I am attempting to create a script/pipeline which will conduct a form of pathway analysis. The overall idea involves automating a way of extracting all of the genes from a given biological pathway from any one of a few big online resources (KEGG, Reactome and Wikipathways), this is fairly challenging on its own as each resource is curated differently so the genes in one resource will differ slightly from in the others.
The real challenge, however, is the next stage of the pipeline which would involve defining a specific "end point" of the pathway. While obviously this isn't exactly the way things work, as I don't think a great many pathways will have a specific point where they just stop, the idea is still that there will be some final gene/protein (or even metabolite) which is the "end" of that pathway.
Doing this manually is easy enough of course, just looking at the online maps to see which genes are at the ends of the pathways, however automating it currently seems impossible. Specifically with relation to the resources I mentioned, when you extract genes from a pathway you lose all sense or order and hierarchy of them.

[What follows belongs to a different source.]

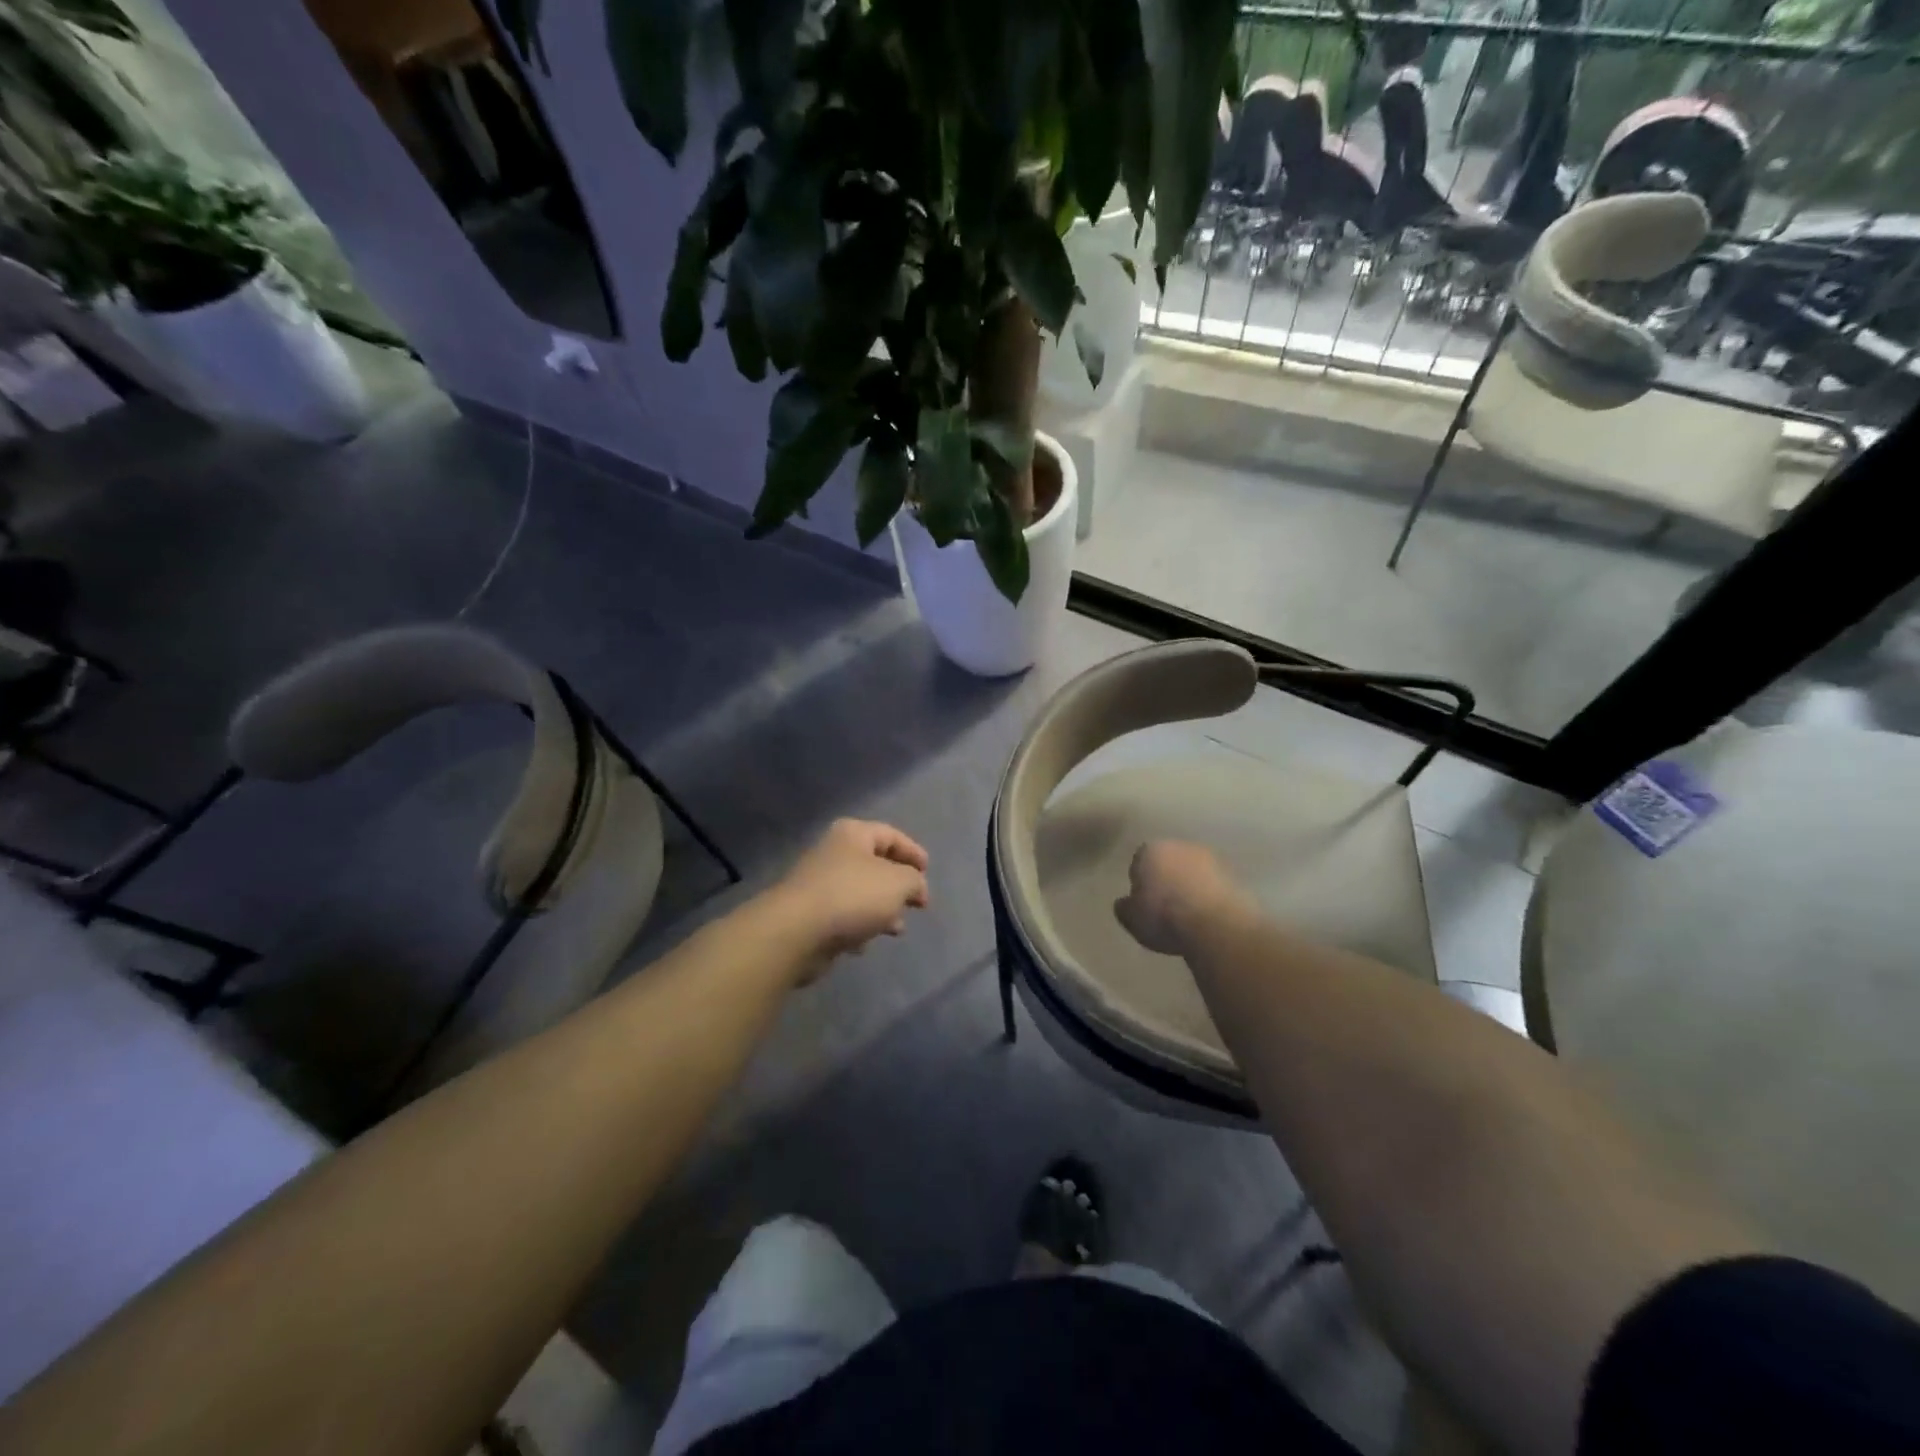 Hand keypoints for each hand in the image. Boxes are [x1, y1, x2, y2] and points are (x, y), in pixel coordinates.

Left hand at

Ideally, in my mind, I'd see it being an ordered list of genes/transcripts with genes further down the pathway lower on the list.
Does anyone know of any method of doing this? Any online resource or package (either for R or maybe Bash/Python) which might allow the ordering of genes from a pathway?

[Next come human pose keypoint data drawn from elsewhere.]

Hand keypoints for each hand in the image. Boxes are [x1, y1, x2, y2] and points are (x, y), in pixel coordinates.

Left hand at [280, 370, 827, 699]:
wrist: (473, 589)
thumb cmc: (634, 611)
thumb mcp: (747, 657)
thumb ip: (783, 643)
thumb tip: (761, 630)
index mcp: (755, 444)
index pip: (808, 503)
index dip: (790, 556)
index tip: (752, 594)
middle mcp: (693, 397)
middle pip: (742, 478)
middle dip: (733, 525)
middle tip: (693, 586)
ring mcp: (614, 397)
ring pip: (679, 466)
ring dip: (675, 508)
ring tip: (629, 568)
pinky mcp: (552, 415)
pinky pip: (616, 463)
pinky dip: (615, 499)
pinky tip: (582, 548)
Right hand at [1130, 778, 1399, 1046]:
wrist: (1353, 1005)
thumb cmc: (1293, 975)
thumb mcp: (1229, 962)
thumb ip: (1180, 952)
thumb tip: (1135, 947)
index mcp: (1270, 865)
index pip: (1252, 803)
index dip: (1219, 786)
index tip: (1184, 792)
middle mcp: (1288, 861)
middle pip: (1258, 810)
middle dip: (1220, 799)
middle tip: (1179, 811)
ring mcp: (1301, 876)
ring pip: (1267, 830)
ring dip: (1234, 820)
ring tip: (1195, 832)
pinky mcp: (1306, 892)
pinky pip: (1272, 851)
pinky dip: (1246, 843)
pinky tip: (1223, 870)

Sorry if it wasn't clear, I'll try to clarify.
So, extracting the genes for any given pathway isn't difficult, there are even several R packages which allow one to extract a list of genes from a pathway ID.
What I need specifically is a way of defining the "end point" of the pathway, so you've rather hit the nail on the head with your own question. Using the example of MAPK signalling from KEGG you have a series of reactions happening with genes/proteins interacting with other genes/proteins downstream (so TNF interacts with TNFR interacts with TRADD etc etc down to p53 which seems to be a defined "end point"). What I want to be able to do is to list the genes in the order of the interactions (so TNF would be high on the list, while p53 would be low).
Naturally there are a number of issues I can see with this already such as concurrent or parallel interactions, but there would still be some higher in the list and some lower. At least this is how I imagine it. Does that clarify what I meant?
In your example there are MANY endpoints to that pathway not just p53. As Kevin pointed out there is a relation tag you can use. I want to add if you consider end points as also being steps into different pathways (eg: apoptosis) then the xml doc contains
type="roundrectangle"
which is a cheeky way of detecting these "end points". It's not comprehensive though.Maybe if you flesh out your idea we could help further. Why do you care about these end points in pathways?
So the issue of multiple "end-points" is definitely one of the things I am trying to overcome. I simply mean it in the sense of trying to define where one pathway ends, so even if this has multiple separate end points then trying to define any of these in a methodical way. So your example of
type="roundrectangle"
might be exactly the sort of thing I'm looking for.Very loosely I am trying to see how well expression from transcriptomics in separate pathways predict the expression of "end points" in the same data. And I want to try and apply this to as many pathways as possible (even all of them available). So I have the data available I just need to somehow computationally select an "end point". If that makes sense?
Hey, yes, I now see what you mean. I'm not sure that that information is recorded anywhere, though. In some pathways, there would obviously be some looping back and forth based on checkpoint signals and buffer controls, and some proteins / compounds would be important through the entire pathway.
In the XML file available through your link, there is a
<relation
tag that may contain useful information - I'm not sure. Other databases, such as STRINGdb, may contain more useful information on 'flow' through these pathways.Actually a couple of hours after asking this question I did finally stumble across the XML file see the
relation
tag you mention. And this did seem like it could be a potential solution in that I could find the "end points" based on which relation tag had the highest numbers compared to everything else. It might take some parsing, but at the very least seemed to be at least one computational method of doing this.StringDB seems like it might potentially be useful in a similar way, if I could somehow potentially select only genes from a certain pathway from KEGG/Reactome from the StringDB set. Thanks for the suggestion!